▶ What this task involves: The response must consist of all the records, retyped exactly.

▶ Material to process:
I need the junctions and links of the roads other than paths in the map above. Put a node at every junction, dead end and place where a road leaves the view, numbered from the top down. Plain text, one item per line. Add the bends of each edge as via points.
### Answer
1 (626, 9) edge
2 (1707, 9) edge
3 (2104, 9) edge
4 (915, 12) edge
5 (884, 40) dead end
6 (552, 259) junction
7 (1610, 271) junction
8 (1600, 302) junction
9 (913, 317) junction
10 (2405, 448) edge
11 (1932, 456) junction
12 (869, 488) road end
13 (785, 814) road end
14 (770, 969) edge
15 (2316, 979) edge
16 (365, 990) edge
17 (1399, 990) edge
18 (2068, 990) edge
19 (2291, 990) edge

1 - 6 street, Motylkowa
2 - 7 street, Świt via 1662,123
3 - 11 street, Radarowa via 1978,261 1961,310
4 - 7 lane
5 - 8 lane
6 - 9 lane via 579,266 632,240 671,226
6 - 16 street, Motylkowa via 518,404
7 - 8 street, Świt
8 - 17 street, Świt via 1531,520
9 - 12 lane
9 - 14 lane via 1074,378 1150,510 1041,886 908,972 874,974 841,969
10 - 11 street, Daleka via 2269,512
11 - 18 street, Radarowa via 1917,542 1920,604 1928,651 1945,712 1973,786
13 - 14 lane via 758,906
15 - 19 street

▶ Response to this task:
I need the junctions and links of the roads other than paths in the map above. Put a node at every junction, dead end and place where a road leaves the view, numbered from the top down. Plain text, one item per line. Add the bends of each edge as via points.
### Answer
1 (626, 9) edge
2 (1707, 9) edge
3 (2104, 9) edge
4 (915, 12) edge
5 (884, 40) dead end
6 (552, 259) junction
7 (1610, 271) junction
8 (1600, 302) junction
9 (913, 317) junction
10 (2405, 448) edge
11 (1932, 456) junction
12 (869, 488) road end
13 (785, 814) road end
14 (770, 969) edge
15 (2316, 979) edge
16 (365, 990) edge
17 (1399, 990) edge
18 (2068, 990) edge
19 (2291, 990) edge

1 - 6 street, Motylkowa
2 - 7 street, Świt via 1662,123
3 - 11 street, Radarowa via 1978,261 1961,310
4 - 7 lane
5 - 8 lane
6 - 9 lane via 579,266 632,240 671,226
6 - 16 street, Motylkowa via 518,404
7 - 8 street, Świt
8 - 17 street, Świt via 1531,520
9 - 12 lane
9 - 14 lane via 1074,378 1150,510 1041,886 908,972 874,974 841,969
10 - 11 street, Daleka via 2269,512
11 - 18 street, Radarowa via 1917,542 1920,604 1928,651 1945,712 1973,786
13 - 14 lane via 758,906
15 - 19 street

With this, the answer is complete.